§ Exercise:
An exact copy of every entry is needed, with no images.

[Stored entries]
◆ ◆ ◆

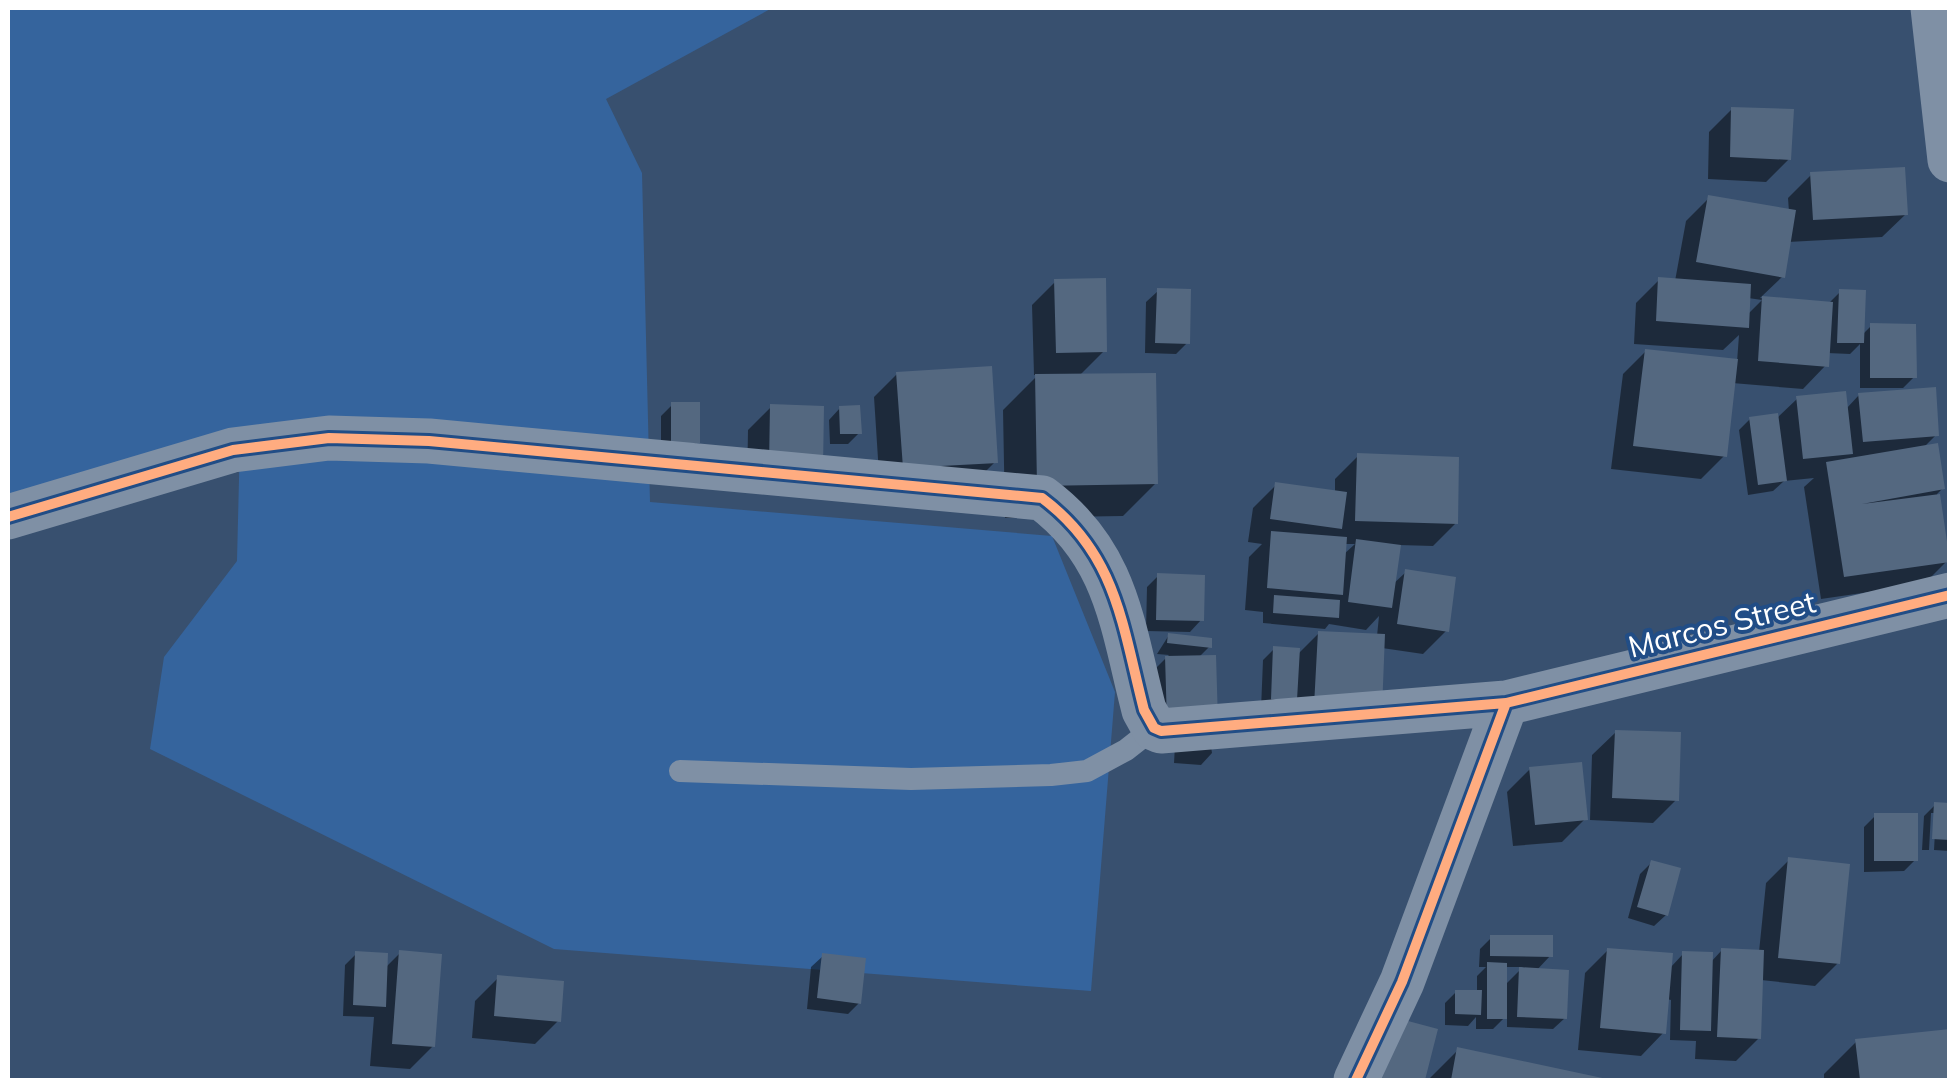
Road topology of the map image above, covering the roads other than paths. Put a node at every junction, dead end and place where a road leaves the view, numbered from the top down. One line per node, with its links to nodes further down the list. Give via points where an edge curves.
1 (1939, 12): 2 (street)
2 (1950, 160)
3 (8, 517): 6 (street, via 232,450 329,438 429,441 1042,498 1074,522 1110,580)
4 (1950, 595): 5 (street, Marcos Street)
5 (1506, 704): 6 (street, Marcos Street); 8 (street, via 1402,982)
6 (1154, 728): 7 (lane, via 1088,770 1051,775 911,779)
7 (680, 771)
8 (1356, 1080)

◆ ◆ ◆

§ Solution to this problem:
Road topology of the map image above, covering the roads other than paths. Put a node at every junction, dead end and place where a road leaves the view, numbered from the top down. One line per node, with its links to nodes further down the list. Give via points where an edge curves.
1 (1939, 12): 2 (street)
2 (1950, 160)
3 (8, 517): 6 (street, via 232,450 329,438 429,441 1042,498 1074,522 1110,580)
4 (1950, 595): 5 (street, Marcos Street)
5 (1506, 704): 6 (street, Marcos Street); 8 (street, via 1402,982)
6 (1154, 728): 7 (lane, via 1088,770 1051,775 911,779)
7 (680, 771)
8 (1356, 1080)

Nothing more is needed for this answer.